What you return must match the data below exactly, minus any pictures.

■ Given records
·····
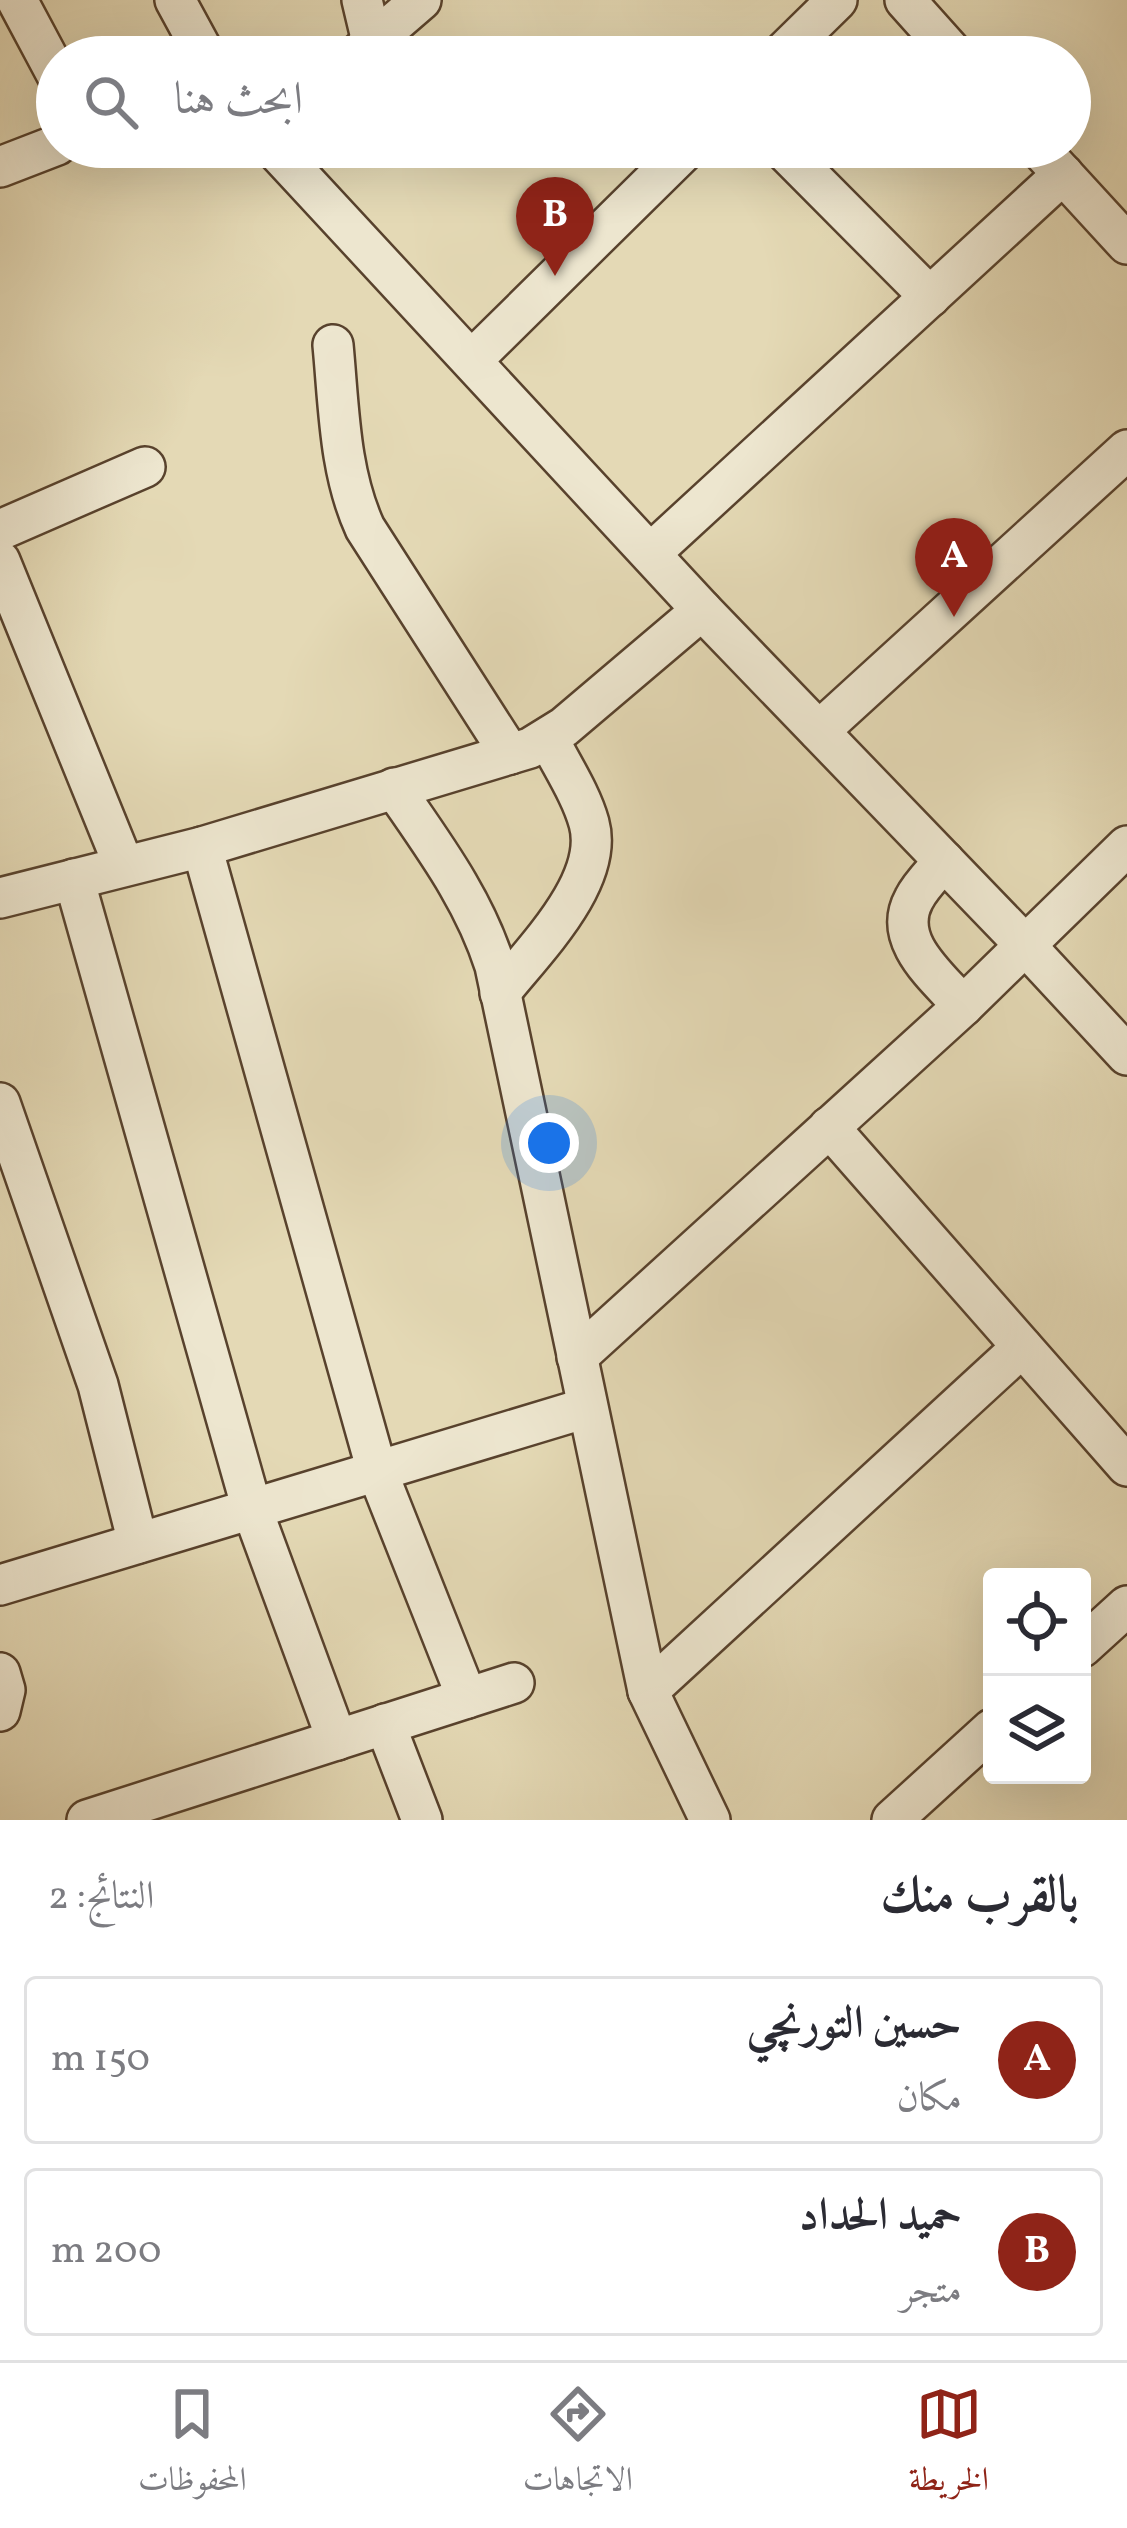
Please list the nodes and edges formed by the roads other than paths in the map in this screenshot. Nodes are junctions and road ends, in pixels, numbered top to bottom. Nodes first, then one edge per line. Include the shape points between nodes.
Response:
1 (17, 0) edge
2 (175, 0) edge
3 (362, 0) edge
4 (421, 0) edge
5 (837, 0) edge
6 (907, 1) edge
7 (36, 36) edge
8 (195, 36) edge
9 (363, 36) edge
10 (380, 36) edge
11 (800, 36) edge
12 (938, 36) edge
13 (36, 153) edge
14 (0, 167) edge
15 (293, 168) edge
16 (667, 168) edge
17 (803, 168) edge
18 (1044, 168) edge
19 (1058, 168) edge
20 (1127, 244) edge
21 (930, 297) junction
22 (333, 345) dead end
23 (472, 361) junction
24 (1127, 450) edge
25 (146, 467) dead end
26 (0, 530) edge
27 (651, 553) junction
28 (0, 561) edge
29 (702, 610) junction
30 (819, 731) junction
31 (548, 738) junction
32 (510, 754) junction
33 (394, 788) junction
34 (202, 847) junction
35 (1127, 847) edge
36 (944, 861) junction
37 (124, 866) junction
38 (74, 879) junction
39 (0, 898) edge
40 (1025, 945) junction
41 (500, 993) junction
42 (963, 1006) junction
43 (1127, 1055) edge
44 (0, 1103) edge
45 (829, 1127) junction
46 (1022, 1348) junction
47 (577, 1357) junction
48 (586, 1408) junction
49 (1122, 1450) edge
50 (377, 1472) junction
51 (252, 1509) junction
52 (138, 1543) junction
53 (0, 1585) edge
54 (1127, 1606) edge
55 (1091, 1639) edge
56 (0, 1673) edge
57 (514, 1683) dead end
58 (648, 1691) junction
59 (467, 1698) junction
60 (0, 1711) edge
61 (385, 1724) junction
62 (983, 1737) edge
63 (337, 1740) junction
64 (189, 1805) edge
65 (87, 1820) edge
66 (422, 1820) edge
67 (710, 1820) edge
68 (892, 1820) edge

1 - 7 street
2 - 8 street
3 - 9 street
4 - 10 street
5 - 11 street
6 - 12 street
13 - 14 street
15 - 23 street
16 - 23 street
17 - 21 street
18 - 21 street
19 - 20 street
21 - 27 street
22 - 32 street via 345,458 365,529
23 - 27 street
24 - 30 street
25 - 26 street
27 - 29 street
28 - 37 street
29 - 30 street
29 - 31 street
30 - 36 street
31 - 32 street
31 - 41 street via 591,828 591,857 566,909
32 - 33 street
33 - 34 street
33 - 41 street via 476,913
34 - 37 street
34 - 50 street
35 - 40 street
36 - 40 street
36 - 42 street via 912,902 908,932
37 - 38 street
38 - 39 street
38 - 51 street
40 - 42 street
40 - 43 street
41 - 47 street
42 - 45 street
44 - 52 street via 98,1385
45 - 46 street
45 - 47 street
46 - 49 street
46 - 58 street
47 - 48 street
48 - 50 street
48 - 58 street
50 - 51 street
50 - 59 street
51 - 52 street
51 - 63 street
52 - 53 street
54 - 55 street
56 - 60 street
57 - 59 street
58 - 67 street
59 - 61 street
61 - 63 street
61 - 66 street
62 - 68 street
63 - 64 street
64 - 65 street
·····
■ Task output
Please list the nodes and edges formed by the roads other than paths in the map in this screenshot. Nodes are junctions and road ends, in pixels, numbered top to bottom. Nodes first, then one edge per line. Include the shape points between nodes.
Response:
1 (17, 0) edge
2 (175, 0) edge
3 (362, 0) edge
4 (421, 0) edge
5 (837, 0) edge
6 (907, 1) edge
7 (36, 36) edge
8 (195, 36) edge
9 (363, 36) edge
10 (380, 36) edge
11 (800, 36) edge
12 (938, 36) edge
13 (36, 153) edge
14 (0, 167) edge
15 (293, 168) edge
16 (667, 168) edge
17 (803, 168) edge
18 (1044, 168) edge
19 (1058, 168) edge
20 (1127, 244) edge
21 (930, 297) junction
22 (333, 345) dead end
23 (472, 361) junction
24 (1127, 450) edge
25 (146, 467) dead end
26 (0, 530) edge
27 (651, 553) junction
28 (0, 561) edge
29 (702, 610) junction
30 (819, 731) junction
31 (548, 738) junction
32 (510, 754) junction
33 (394, 788) junction
34 (202, 847) junction
35 (1127, 847) edge
36 (944, 861) junction
37 (124, 866) junction
38 (74, 879) junction
39 (0, 898) edge
40 (1025, 945) junction
41 (500, 993) junction
42 (963, 1006) junction
43 (1127, 1055) edge
44 (0, 1103) edge
45 (829, 1127) junction
46 (1022, 1348) junction
47 (577, 1357) junction
48 (586, 1408) junction
49 (1122, 1450) edge
50 (377, 1472) junction
51 (252, 1509) junction
52 (138, 1543) junction
53 (0, 1585) edge
54 (1127, 1606) edge
55 (1091, 1639) edge
56 (0, 1673) edge
57 (514, 1683) dead end
58 (648, 1691) junction
59 (467, 1698) junction
60 (0, 1711) edge
61 (385, 1724) junction
62 (983, 1737) edge
63 (337, 1740) junction
64 (189, 1805) edge
65 (87, 1820) edge
66 (422, 1820) edge
67 (710, 1820) edge
68 (892, 1820) edge

1 - 7 street
2 - 8 street
3 - 9 street
4 - 10 street
5 - 11 street
6 - 12 street
13 - 14 street
15 - 23 street
16 - 23 street
17 - 21 street
18 - 21 street
19 - 20 street
21 - 27 street
22 - 32 street via 345,458 365,529
23 - 27 street
24 - 30 street
25 - 26 street
27 - 29 street
28 - 37 street
29 - 30 street
29 - 31 street
30 - 36 street
31 - 32 street
31 - 41 street via 591,828 591,857 566,909
32 - 33 street
33 - 34 street
33 - 41 street via 476,913
34 - 37 street
34 - 50 street
35 - 40 street
36 - 40 street
36 - 42 street via 912,902 908,932
37 - 38 street
38 - 39 street
38 - 51 street
40 - 42 street
40 - 43 street
41 - 47 street
42 - 45 street
44 - 52 street via 98,1385
45 - 46 street
45 - 47 street
46 - 49 street
46 - 58 street
47 - 48 street
48 - 50 street
48 - 58 street
50 - 51 street
50 - 59 street
51 - 52 street
51 - 63 street
52 - 53 street
54 - 55 street
56 - 60 street
57 - 59 street
58 - 67 street
59 - 61 street
61 - 63 street
61 - 66 street
62 - 68 street
63 - 64 street
64 - 65 street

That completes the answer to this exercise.